What you have to do: Copy the full listing exactly, word for word.

Data in this exercise:
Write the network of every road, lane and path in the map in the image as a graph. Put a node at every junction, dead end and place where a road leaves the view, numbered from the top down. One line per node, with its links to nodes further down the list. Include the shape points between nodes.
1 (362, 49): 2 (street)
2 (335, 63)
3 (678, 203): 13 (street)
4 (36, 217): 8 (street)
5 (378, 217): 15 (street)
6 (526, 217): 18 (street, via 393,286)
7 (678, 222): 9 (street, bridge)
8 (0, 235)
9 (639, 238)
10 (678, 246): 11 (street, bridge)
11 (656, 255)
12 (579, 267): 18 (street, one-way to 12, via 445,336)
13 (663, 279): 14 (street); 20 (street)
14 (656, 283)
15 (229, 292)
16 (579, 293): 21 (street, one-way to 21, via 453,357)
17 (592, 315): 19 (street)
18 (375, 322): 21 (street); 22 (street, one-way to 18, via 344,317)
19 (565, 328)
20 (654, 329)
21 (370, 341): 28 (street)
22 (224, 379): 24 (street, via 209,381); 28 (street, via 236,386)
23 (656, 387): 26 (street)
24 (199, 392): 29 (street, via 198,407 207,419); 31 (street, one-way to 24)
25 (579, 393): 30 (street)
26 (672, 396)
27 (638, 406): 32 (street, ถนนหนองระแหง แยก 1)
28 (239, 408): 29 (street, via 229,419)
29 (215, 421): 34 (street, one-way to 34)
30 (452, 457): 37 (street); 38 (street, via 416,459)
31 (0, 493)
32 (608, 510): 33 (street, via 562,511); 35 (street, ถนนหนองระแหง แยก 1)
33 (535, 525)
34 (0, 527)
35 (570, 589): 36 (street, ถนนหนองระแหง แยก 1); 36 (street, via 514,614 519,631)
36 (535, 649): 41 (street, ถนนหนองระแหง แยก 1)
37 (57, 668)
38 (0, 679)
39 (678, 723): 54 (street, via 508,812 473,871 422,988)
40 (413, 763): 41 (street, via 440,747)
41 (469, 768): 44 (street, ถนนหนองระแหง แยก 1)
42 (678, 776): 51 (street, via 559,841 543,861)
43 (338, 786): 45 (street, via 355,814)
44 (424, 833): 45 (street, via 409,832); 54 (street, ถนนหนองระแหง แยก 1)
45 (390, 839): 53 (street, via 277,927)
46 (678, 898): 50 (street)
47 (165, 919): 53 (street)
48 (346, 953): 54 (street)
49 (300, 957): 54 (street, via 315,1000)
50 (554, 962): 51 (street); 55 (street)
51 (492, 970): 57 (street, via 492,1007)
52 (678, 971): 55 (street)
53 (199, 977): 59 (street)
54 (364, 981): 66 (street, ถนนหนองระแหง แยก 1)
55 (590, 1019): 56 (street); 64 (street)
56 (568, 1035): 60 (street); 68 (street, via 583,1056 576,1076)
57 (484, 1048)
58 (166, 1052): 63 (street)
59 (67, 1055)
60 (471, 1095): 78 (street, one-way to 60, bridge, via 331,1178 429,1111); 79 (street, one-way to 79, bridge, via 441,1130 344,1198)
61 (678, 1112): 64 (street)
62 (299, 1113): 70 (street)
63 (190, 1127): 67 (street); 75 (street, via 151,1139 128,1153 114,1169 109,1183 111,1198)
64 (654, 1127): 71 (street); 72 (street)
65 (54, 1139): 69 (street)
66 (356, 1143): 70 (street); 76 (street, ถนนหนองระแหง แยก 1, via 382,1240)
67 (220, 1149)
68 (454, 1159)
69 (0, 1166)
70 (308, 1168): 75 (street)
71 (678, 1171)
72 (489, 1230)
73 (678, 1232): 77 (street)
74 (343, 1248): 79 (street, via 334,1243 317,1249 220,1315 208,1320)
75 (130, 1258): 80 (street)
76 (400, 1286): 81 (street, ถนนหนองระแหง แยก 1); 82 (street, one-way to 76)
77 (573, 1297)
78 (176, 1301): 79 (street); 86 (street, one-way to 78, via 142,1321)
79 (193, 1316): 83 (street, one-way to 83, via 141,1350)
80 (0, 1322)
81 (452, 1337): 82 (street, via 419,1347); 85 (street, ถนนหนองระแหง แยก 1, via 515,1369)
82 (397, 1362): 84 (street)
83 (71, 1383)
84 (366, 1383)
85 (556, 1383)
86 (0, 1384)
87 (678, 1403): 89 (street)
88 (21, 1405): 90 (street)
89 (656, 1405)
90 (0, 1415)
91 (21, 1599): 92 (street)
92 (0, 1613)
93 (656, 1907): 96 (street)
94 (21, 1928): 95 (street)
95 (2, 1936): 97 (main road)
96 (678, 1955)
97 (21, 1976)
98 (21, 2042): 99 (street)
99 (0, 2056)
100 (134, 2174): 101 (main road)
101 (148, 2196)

Completed exercise:
Write the network of every road, lane and path in the map in the image as a graph. Put a node at every junction, dead end and place where a road leaves the view, numbered from the top down. One line per node, with its links to nodes further down the list. Include the shape points between nodes.
1 (362, 49): 2 (street)
2 (335, 63)
3 (678, 203): 13 (street)
4 (36, 217): 8 (street)
5 (378, 217): 15 (street)
6 (526, 217): 18 (street, via 393,286)
7 (678, 222): 9 (street, bridge)
8 (0, 235)
9 (639, 238)
10 (678, 246): 11 (street, bridge)
11 (656, 255)
12 (579, 267): 18 (street, one-way to 12, via 445,336)
13 (663, 279): 14 (street); 20 (street)
14 (656, 283)
15 (229, 292)
16 (579, 293): 21 (street, one-way to 21, via 453,357)
17 (592, 315): 19 (street)
18 (375, 322): 21 (street); 22 (street, one-way to 18, via 344,317)
19 (565, 328)
20 (654, 329)
21 (370, 341): 28 (street)
22 (224, 379): 24 (street, via 209,381); 28 (street, via 236,386)
23 (656, 387): 26 (street)
24 (199, 392): 29 (street, via 198,407 207,419); 31 (street, one-way to 24)
25 (579, 393): 30 (street)
26 (672, 396)
27 (638, 406): 32 (street, ถนนหนองระแหง แยก 1)
28 (239, 408): 29 (street, via 229,419)
29 (215, 421): 34 (street, one-way to 34)
30 (452, 457): 37 (street); 38 (street, via 416,459)
31 (0, 493)
32 (608, 510): 33 (street, via 562,511); 35 (street, ถนนหนองระแหง แยก 1)
33 (535, 525)
34 (0, 527)
35 (570, 589): 36 (street, ถนนหนองระแหง แยก 1); 36 (street, via 514,614 519,631)
36 (535, 649): 41 (street, ถนนหนองระแหง แยก 1)
37 (57, 668)
38 (0, 679)
39 (678, 723): 54 (street, via 508,812 473,871 422,988)
40 (413, 763): 41 (street, via 440,747)
41 (469, 768): 44 (street, ถนนหนองระแหง แยก 1)
42 (678, 776): 51 (street, via 559,841 543,861)
43 (338, 786): 45 (street, via 355,814)
44 (424, 833): 45 (street, via 409,832); 54 (street, ถนนหนองระแหง แยก 1)
45 (390, 839): 53 (street, via 277,927)
46 (678, 898): 50 (street)
47 (165, 919): 53 (street)
48 (346, 953): 54 (street)
49 (300, 957): 54 (street, via 315,1000)
50 (554, 962): 51 (street); 55 (street)
51 (492, 970): 57 (street, via 492,1007)
52 (678, 971): 55 (street)
53 (199, 977): 59 (street)
54 (364, 981): 66 (street, ถนนหนองระแหง แยก 1)
55 (590, 1019): 56 (street); 64 (street)
56 (568, 1035): 60 (street); 68 (street, via 583,1056 576,1076)
57 (484, 1048)
58 (166, 1052): 63 (street)
59 (67, 1055)
60 (471, 1095): 78 (street, one-way to 60, bridge, via 331,1178 429,1111); 79 (street, one-way to 79, bridge, via 441,1130 344,1198)
61 (678, 1112): 64 (street)
62 (299, 1113): 70 (street)
63 (190, 1127): 67 (street); 75 (street, via 151,1139 128,1153 114,1169 109,1183 111,1198)
64 (654, 1127): 71 (street); 72 (street)
65 (54, 1139): 69 (street)
66 (356, 1143): 70 (street); 76 (street, ถนนหนองระแหง แยก 1, via 382,1240)
67 (220, 1149)
68 (454, 1159)
69 (0, 1166)
70 (308, 1168): 75 (street)
71 (678, 1171)
72 (489, 1230)
73 (678, 1232): 77 (street)
74 (343, 1248): 79 (street, via 334,1243 317,1249 220,1315 208,1320)
75 (130, 1258): 80 (street)
76 (400, 1286): 81 (street, ถนนหนองระแหง แยก 1); 82 (street, one-way to 76)
77 (573, 1297)
78 (176, 1301): 79 (street); 86 (street, one-way to 78, via 142,1321)
79 (193, 1316): 83 (street, one-way to 83, via 141,1350)
80 (0, 1322)
81 (452, 1337): 82 (street, via 419,1347); 85 (street, ถนนหนองระแหง แยก 1, via 515,1369)
82 (397, 1362): 84 (street)
83 (71, 1383)
84 (366, 1383)
85 (556, 1383)
86 (0, 1384)
87 (678, 1403): 89 (street)
88 (21, 1405): 90 (street)
89 (656, 1405)
90 (0, 1415)
91 (21, 1599): 92 (street)
92 (0, 1613)
93 (656, 1907): 96 (street)
94 (21, 1928): 95 (street)
95 (2, 1936): 97 (main road)
96 (678, 1955)
97 (21, 1976)
98 (21, 2042): 99 (street)
99 (0, 2056)
100 (134, 2174): 101 (main road)
101 (148, 2196)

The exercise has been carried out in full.